うん、それらを含めてもだ。これも右翼と同様、徒歩でメガホンを使うならいいとしてもいい。(それでもまだダメなら車だろうと徒歩だろうとメガホンを公共の場では使えないとしてもいい)
すべてはリスクとベネフィットの相関であり、逆に言えば社会がどれぐらいの犠牲を払って、右翼の街宣車というものを排除したいかということだ。
そして結局、映画館もホテルも、思想がどうのこうのというより「騒音がうるさい」という即物的な部分しか気にしてないことが、おそらくもしこれが実現すれば分かると思う。
「話し合い」「要望・要求」のルールは受け手側が一方的に設定せよ
あと、上映中止を求める右翼が、映画館経営陣に「話し合い」を要求する例もすでにあると聞く。
で、ここで映画館側にやってほしいのは、そりゃ映画館へのご意見を聞くことは必要な場合もあると思うが・・・たとえば「上映中止や上映延期の要望は全てメールのみでお寄せ下さい。面会要求はあらかじめお断りします」と宣言することだ。複数の上映館が一斉に宣言してもいい。
直接会うことによる威圧感というのも、相手がもし主観的には紳士的に話し合いをしたと考えてももあるだろう。
しかし、面会やら面談、話し合いというのも相手が要望するなら、そのルールの設定をまずは手放さないことだ。
そして、それは例えば”反動映画”たる「プライド 真実の瞬間」の上映に反対する申し入れ
(※ http://www.ask.ne.jp/~jcin/newsjp/9805/0518.txt )
なんかに対してもか。そうだ。そういうのもまとめて「ご要望はメールのみでお願いします」です。四角四面に、どっちがどっちか知らないが、よき上映中止要望も理不尽な上映中止要望もまとめて処理する。誠実に要望者と話し合う場なんかは設定しない。
これまたリスクとベネフィットの兼ね合いだ。
こういう態度を社会が許容すれば、右翼の嫌がらせに対する映画館の耐性は間違いなく上がる。

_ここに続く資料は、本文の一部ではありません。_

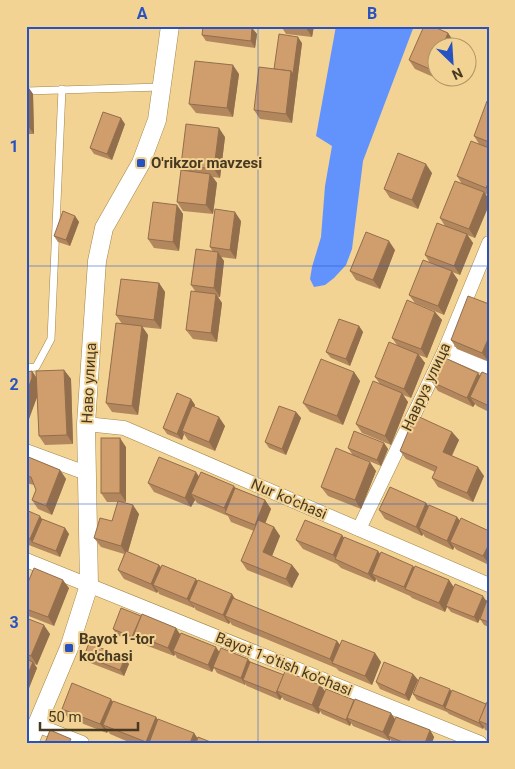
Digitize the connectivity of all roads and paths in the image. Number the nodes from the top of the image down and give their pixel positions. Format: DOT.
graph roads {
  1 [pos="170,26"];
  2 [pos="163,87"];
  3 [pos="62,89"];
  4 [pos="26,91"];
  5 [pos="489,244"];
  6 [pos="445,350"];
  7 [pos="26,368"];
  8 [pos="489,369"];
  9 [pos="86,424"];
  10 [pos="26,451"];
  11 [pos="86,473"];
  12 [pos="359,529"];
  13 [pos="26,560"];
  14 [pos="489,585"];
  15 [pos="89,586"];
  16 [pos="37,724"];
  17 [pos="29,743"];
  18 [pos="82,743"];
  19 [pos="480,743"];
  1 -- 2 [label="street, Наво улица"];
  2 -- 3 [label="lane"];
  2 -- 9 [label="street, Наво улица"];
  3 -- 4 [label="lane"];
  3 -- 7 [label="lane"];
  5 -- 6 [label="street, Навруз улица"];
  6 -- 8 [label="street"];
  6 -- 12 [label="street, Навруз улица"];
  9 -- 11 [label="street, Наво улица"];
  9 -- 12 [label="street, Nur ko'chasi"];
  10 -- 11 [label="street"];
  11 -- 15 [label="street, Наво улица"];
  12 -- 14 [label="street, Nur ko'chasi"];
  13 -- 15 [label="street, Bayot 1-o'tish ko'chasi"];
  15 -- 16 [label="street, Наво улица"];
  15 -- 19 [label="street, Bayot 1-o'tish ko'chasi"];
  16 -- 17 [label="street, Наво улица"];
  16 -- 18 [label="street"];
}
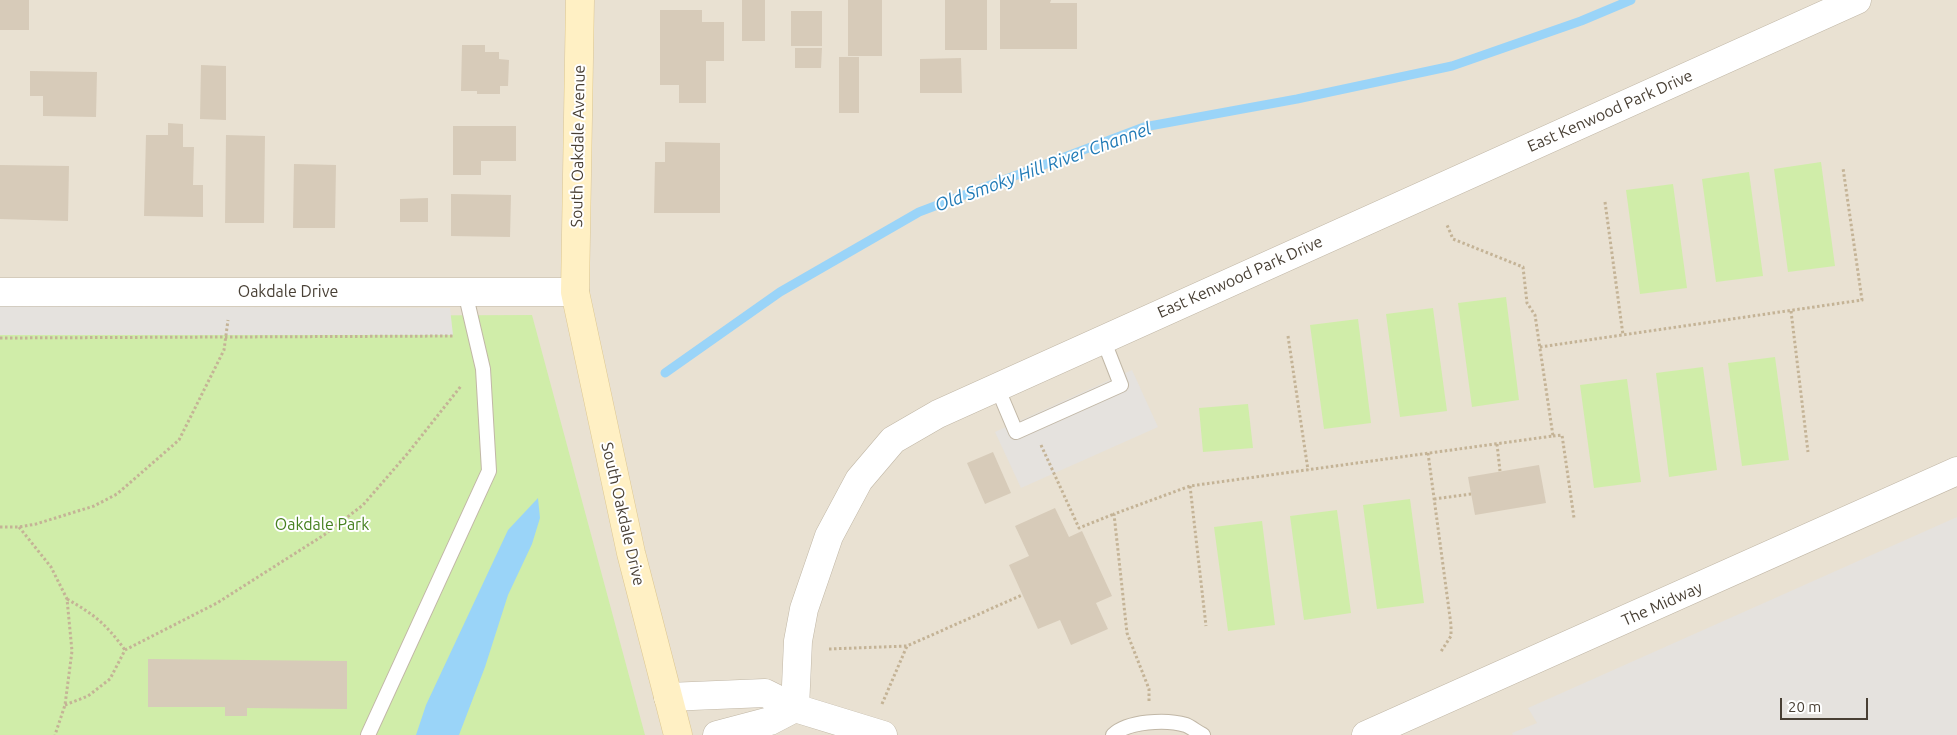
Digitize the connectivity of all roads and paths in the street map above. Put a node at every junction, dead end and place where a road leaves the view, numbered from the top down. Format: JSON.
{"nodes":[{"id":1,"x":580,"y":0,"type":"edge"},
{"id":2,"x":1857,"y":0,"type":"edge"},
{"id":3,"x":1843,"y":168,"type":"dead end"},
{"id":4,"x":1605,"y":202,"type":"dead end"},
{"id":5,"x":1447,"y":225,"type":"dead end"},
{"id":6,"x":0,"y":292,"type":"edge"},
{"id":7,"x":231,"y":292,"type":"junction"},
{"id":8,"x":465,"y":292,"type":"junction"},
{"id":9,"x":575,"y":292,"type":"junction"},
{"id":10,"x":1791,"y":310,"type":"junction"},
{"id":11,"x":1623,"y":335,"type":"junction"},
{"id":12,"x":474,"y":336,"type":"junction"},
{"id":13,"x":1288,"y":336,"type":"dead end"},
{"id":14,"x":226,"y":337,"type":"junction"},
{"id":15,"x":0,"y":338,"type":"edge"},
{"id":16,"x":1103,"y":339,"type":"junction"},
{"id":17,"x":1540,"y":347,"type":"junction"},
{"id":18,"x":483,"y":369,"type":"junction"},
{"id":19,"x":997,"y":387,"type":"junction"},
{"id":20,"x":1032,"y":425,"type":"junction"},
{"id":21,"x":1552,"y":436,"type":"junction"},
{"id":22,"x":1497,"y":444,"type":"junction"},
{"id":23,"x":1808,"y":452,"type":"dead end"},
{"id":24,"x":1428,"y":453,"type":"junction"},
{"id":25,"x":1308,"y":470,"type":"junction"},
{"id":26,"x":1500,"y":471,"type":"dead end"},
{"id":27,"x":1957,"y":471,"type":"edge"},
{"id":28,"x":1190,"y":486,"type":"junction"},
{"id":29,"x":1471,"y":494,"type":"dead end"},
{"id":30,"x":1434,"y":499,"type":"junction"},
{"id":31,"x":1114,"y":514,"type":"junction"},
{"id":32,"x":1574,"y":518,"type":"dead end"},
{"id":33,"x":0,"y":527,"type":"edge"},
{"id":34,"x":19,"y":527,"type":"junction"},
{"id":35,"x":1022,"y":595,"type":"dead end"},
{"id":36,"x":67,"y":599,"type":"junction"},
{"id":37,"x":1206,"y":626,"type":"dead end"},
{"id":38,"x":907,"y":646,"type":"junction"},
{"id":39,"x":829,"y":649,"type":"dead end"},
{"id":40,"x":125,"y":650,"type":"junction"},
{"id":41,"x":1440,"y":653,"type":"dead end"},
{"id":42,"x":668,"y":697,"type":"junction"},
{"id":43,"x":882,"y":704,"type":"dead end"},
{"id":44,"x":65,"y":705,"type":"junction"},
{"id":45,"x":795,"y":708,"type":"junction"},
{"id":46,"x":1150,"y":721,"type":"junction"},
{"id":47,"x":55,"y":735,"type":"edge"},
{"id":48,"x":368,"y":735,"type":"edge"},
{"id":49,"x":678,"y":735,"type":"edge"},
{"id":50,"x":717,"y":735,"type":"edge"},
{"id":51,"x":883,"y":735,"type":"edge"},
{"id":52,"x":1113,"y":735,"type":"edge"},
{"id":53,"x":1203,"y":735,"type":"edge"},
{"id":54,"x":1366,"y":735,"type":"edge"}],
"edges":[{"from":1,"to":9,"type":"street","name":"South Oakdale Avenue"},
{"from":2,"to":16,"type":"street","name":"East Kenwood Park Drive"},
{"from":3,"to":10,"type":"path"},
{"from":4,"to":11,"type":"path"},
{"from":5,"to":17,"type":"path"},
{"from":6,"to":7,"type":"street","name":"Oakdale Drive"},
{"from":7,"to":8,"type":"street","name":"Oakdale Drive"},
{"from":7,"to":14,"type":"path"},
{"from":8,"to":9,"type":"street","name":"Oakdale Drive"},
{"from":8,"to":12,"type":"lane"},
{"from":9,"to":42,"type":"street","name":"South Oakdale Drive"},
{"from":10,"to":11,"type":"path"},
{"from":10,"to":23,"type":"path"},
{"from":11,"to":17,"type":"path"},
{"from":12,"to":14,"type":"path"},
{"from":12,"to":18,"type":"lane"},
{"from":13,"to":25,"type":"path"},
{"from":14,"to":15,"type":"path"},
{"from":14,"to":34,"type":"path"},
{"from":16,"to":19,"type":"street","name":"East Kenwood Park Drive"},
{"from":16,"to":20,"type":"lane"},
{"from":17,"to":21,"type":"path"},
{"from":18,"to":40,"type":"path"},
{"from":18,"to":48,"type":"lane"},
{"from":19,"to":20,"type":"lane"},
{"from":19,"to":45,"type":"street","name":"East Kenwood Park Drive"},
{"from":20,"to":31,"type":"path"},
{"from":21,"to":22,"type":"path"},
{"from":21,"to":32,"type":"path"},
{"from":22,"to":24,"type":"path"},
{"from":22,"to":26,"type":"path"},
{"from":24,"to":25,"type":"path"},
{"from":24,"to":30,"type":"path"},
{"from":25,"to":28,"type":"path"},
{"from":27,"to":54,"type":"street","name":"The Midway"},
{"from":28,"to":31,"type":"path"},
{"from":28,"to":37,"type":"path"},
{"from":29,"to":30,"type":"path"},
{"from":30,"to":41,"type":"path"},
{"from":31,"to":46,"type":"path"},
{"from":33,"to":34,"type":"path"},
{"from":34,"to":36,"type":"path"},
{"from":35,"to":38,"type":"path"},
{"from":36,"to":40,"type":"path"},
{"from":36,"to":44,"type":"path"},
{"from":38,"to":39,"type":"path"},
{"from":38,"to":43,"type":"path"},
{"from":40,"to":44,"type":"path"},
{"from":42,"to":45,"type":"street"},
{"from":42,"to":49,"type":"street","name":"South Oakdale Drive"},
{"from":44,"to":47,"type":"path"},
{"from":45,"to":50,"type":"street"},
{"from":45,"to":51,"type":"street"},
{"from":46,"to":52,"type":"lane"},
{"from":46,"to":53,"type":"lane"}]}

・・・これって、すでに伊丹十三が映画「ミンボーの女」で描いたことの応用編じゃん。そーなんだよ。
衛星映画劇場 ミンボーの女 1992年・日本
4月4日(金) 午前0:42〜2:46 (3日深夜)
をやってるんだ。一日違いなら、もっと宣伝できたのになぁ。
いま伊藤四朗が出てきたところだ、この硬軟の名演技!!
- 出版社/メーカー: ジェネオン エンタテインメント
- 発売日: 2005/09/22
- メディア: DVD
- クリック: 29回
- この商品を含むブログ (35件) を見る
昨日付のエントリでは時系列で問題点(自由と権利)を分けたね。これが錯綜し、積み重なると思想的には面白い。
だが、この部分(昨日で言えば下から二番目)だけを切り取って処理すればなんのことはない、この「ミンボー」レベルの淡々としたしろものだ。
そして、「でっかい音はうるさい」というレベルで、スピーカーつきの街宣車を社会から排除してしまえば、問題の多くは片付いてしまうだろうという自信を持っている。
副作用ももちろん出てくるから、どれだけの賛同があるかは分からないが、まあ1ブロガーとしては具体的な案を出したことでよしとしよう。